Coming in for the third time, what are your plans for this term?
“Beitar is a symbol of achdus. Our large coalition, of Agudas Yisrael, Degel HaTorah and Shas, works in tandem and we all have a joint agenda, to better the city on behalf of all residents, all communities.
“Shalom and achdus doesn’t just happen by themselves. If we don’t nurture it, it won’t happen. Standing at the side also won’t help the cause. With much siyatta diShmaya, we have kept the achdus in the city.
“To maintain and expand all that we have started, we need continued siyatta diShmaya, which we daven for on a daily basis.”
A final message?
“Beitar, as is any venture of its kind, is a nes. Yet the nes keeps happening.
“Our residents are pleased to live here.
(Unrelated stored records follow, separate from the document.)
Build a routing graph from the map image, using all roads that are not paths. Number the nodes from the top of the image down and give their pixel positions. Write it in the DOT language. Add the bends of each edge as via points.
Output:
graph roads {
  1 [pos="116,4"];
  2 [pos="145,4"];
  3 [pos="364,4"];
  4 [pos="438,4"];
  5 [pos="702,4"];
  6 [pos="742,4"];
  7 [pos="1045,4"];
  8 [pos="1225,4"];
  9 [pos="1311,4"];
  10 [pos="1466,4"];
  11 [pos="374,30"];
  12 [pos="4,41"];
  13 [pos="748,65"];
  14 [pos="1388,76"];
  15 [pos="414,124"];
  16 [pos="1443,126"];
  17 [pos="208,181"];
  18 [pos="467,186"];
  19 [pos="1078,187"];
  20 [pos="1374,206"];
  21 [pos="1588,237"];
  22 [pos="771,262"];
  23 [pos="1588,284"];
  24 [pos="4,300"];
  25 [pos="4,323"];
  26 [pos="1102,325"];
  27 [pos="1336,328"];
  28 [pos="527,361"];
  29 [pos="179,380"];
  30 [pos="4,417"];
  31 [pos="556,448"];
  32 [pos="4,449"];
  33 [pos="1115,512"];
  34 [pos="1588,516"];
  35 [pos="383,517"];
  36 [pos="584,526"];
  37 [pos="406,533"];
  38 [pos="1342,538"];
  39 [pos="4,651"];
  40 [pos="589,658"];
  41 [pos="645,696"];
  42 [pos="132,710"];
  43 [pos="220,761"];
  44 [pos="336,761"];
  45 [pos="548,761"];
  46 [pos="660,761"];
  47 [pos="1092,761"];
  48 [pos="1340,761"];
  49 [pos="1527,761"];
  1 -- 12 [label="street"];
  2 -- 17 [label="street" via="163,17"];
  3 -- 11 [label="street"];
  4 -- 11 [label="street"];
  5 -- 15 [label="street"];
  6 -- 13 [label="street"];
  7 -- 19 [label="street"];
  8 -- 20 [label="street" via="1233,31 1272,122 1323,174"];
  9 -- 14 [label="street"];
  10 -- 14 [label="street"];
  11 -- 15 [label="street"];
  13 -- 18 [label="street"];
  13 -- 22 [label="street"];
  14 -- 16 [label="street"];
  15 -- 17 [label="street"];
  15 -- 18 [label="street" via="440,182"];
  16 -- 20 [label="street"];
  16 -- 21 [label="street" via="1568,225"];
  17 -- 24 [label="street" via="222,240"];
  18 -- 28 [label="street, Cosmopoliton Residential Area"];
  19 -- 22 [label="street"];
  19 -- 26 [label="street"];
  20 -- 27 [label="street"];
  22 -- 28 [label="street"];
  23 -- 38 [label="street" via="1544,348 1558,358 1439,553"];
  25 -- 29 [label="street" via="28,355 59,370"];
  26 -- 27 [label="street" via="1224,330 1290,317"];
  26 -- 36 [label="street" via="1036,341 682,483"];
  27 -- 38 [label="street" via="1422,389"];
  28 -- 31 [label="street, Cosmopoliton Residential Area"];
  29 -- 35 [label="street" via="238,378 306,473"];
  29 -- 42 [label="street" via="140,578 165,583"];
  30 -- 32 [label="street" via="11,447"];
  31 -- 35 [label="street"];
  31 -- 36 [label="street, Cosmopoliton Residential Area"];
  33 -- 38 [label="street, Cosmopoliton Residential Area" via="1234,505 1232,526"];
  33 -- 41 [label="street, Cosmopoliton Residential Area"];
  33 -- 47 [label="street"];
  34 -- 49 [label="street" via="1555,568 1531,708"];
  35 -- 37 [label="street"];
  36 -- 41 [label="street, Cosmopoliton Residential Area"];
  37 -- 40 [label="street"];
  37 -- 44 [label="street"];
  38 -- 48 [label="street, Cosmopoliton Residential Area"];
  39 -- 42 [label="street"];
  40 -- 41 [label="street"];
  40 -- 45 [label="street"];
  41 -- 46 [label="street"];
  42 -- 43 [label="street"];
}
We invite anyone and everyone who can connect with our ideology to join us in our dream, our vision, and settle in Beitar Illit.
“All communities are welcome here. Beitar is the home of all communities, and we are more than willing to accommodate all those who seek to make Beitar their new home. There are over 250 shuls in Beitar; no one is turned away.
“We have a Shabbos generator in the city, and as per the request of Hagaon Harav Chaim Kanievsky, shlita, we are working on a water system that will function without chillul Shabbos. Not that every resident has asked for this, but being that some residents have demanded it, we have set up these systems, to make sure that they have their shemiras Shabbos to the maximum of their expectations.
“And to the overseas readers I say, when you meet a Beitar resident — a Rav, a Rosh Yeshivah — welcome him warmly, b’sever panim yafos. Ultimately this is our future, this is the future of Klal Yisrael and of Eretz Yisrael.”